● To do
Your answer should be the records, restated word for word.

● Entries supplied
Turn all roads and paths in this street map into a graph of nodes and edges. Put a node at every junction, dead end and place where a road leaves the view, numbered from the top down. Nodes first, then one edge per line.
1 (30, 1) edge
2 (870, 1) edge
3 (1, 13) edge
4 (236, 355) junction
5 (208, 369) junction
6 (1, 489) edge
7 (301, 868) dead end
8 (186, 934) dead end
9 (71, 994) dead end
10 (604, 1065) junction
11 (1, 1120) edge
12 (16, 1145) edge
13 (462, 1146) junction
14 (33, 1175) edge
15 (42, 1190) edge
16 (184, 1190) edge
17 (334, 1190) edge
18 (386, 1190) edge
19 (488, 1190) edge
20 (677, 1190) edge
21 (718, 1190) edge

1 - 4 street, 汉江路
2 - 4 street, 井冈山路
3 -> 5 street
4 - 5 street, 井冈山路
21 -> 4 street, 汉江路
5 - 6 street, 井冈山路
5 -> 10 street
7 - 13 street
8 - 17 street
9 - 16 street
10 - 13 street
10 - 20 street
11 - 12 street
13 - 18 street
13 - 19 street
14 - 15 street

● Final answer
Turn all roads and paths in this street map into a graph of nodes and edges. Put a node at every junction, dead end and place where a road leaves the view, numbered from the top down. Nodes first, then one edge per line.
1 (30, 1) edge
2 (870, 1) edge
3 (1, 13) edge
4 (236, 355) junction
5 (208, 369) junction
6 (1, 489) edge
7 (301, 868) dead end
8 (186, 934) dead end
9 (71, 994) dead end
10 (604, 1065) junction
11 (1, 1120) edge
12 (16, 1145) edge
13 (462, 1146) junction
14 (33, 1175) edge
15 (42, 1190) edge
16 (184, 1190) edge
17 (334, 1190) edge
18 (386, 1190) edge
19 (488, 1190) edge
20 (677, 1190) edge
21 (718, 1190) edge

1 - 4 street, 汉江路
2 - 4 street, 井冈山路
3 -> 5 street
4 - 5 street, 井冈山路
21 -> 4 street, 汉江路
5 - 6 street, 井冈山路
5 -> 10 street
7 - 13 street
8 - 17 street
9 - 16 street
10 - 13 street
10 - 20 street
11 - 12 street
13 - 18 street
13 - 19 street
14 - 15 street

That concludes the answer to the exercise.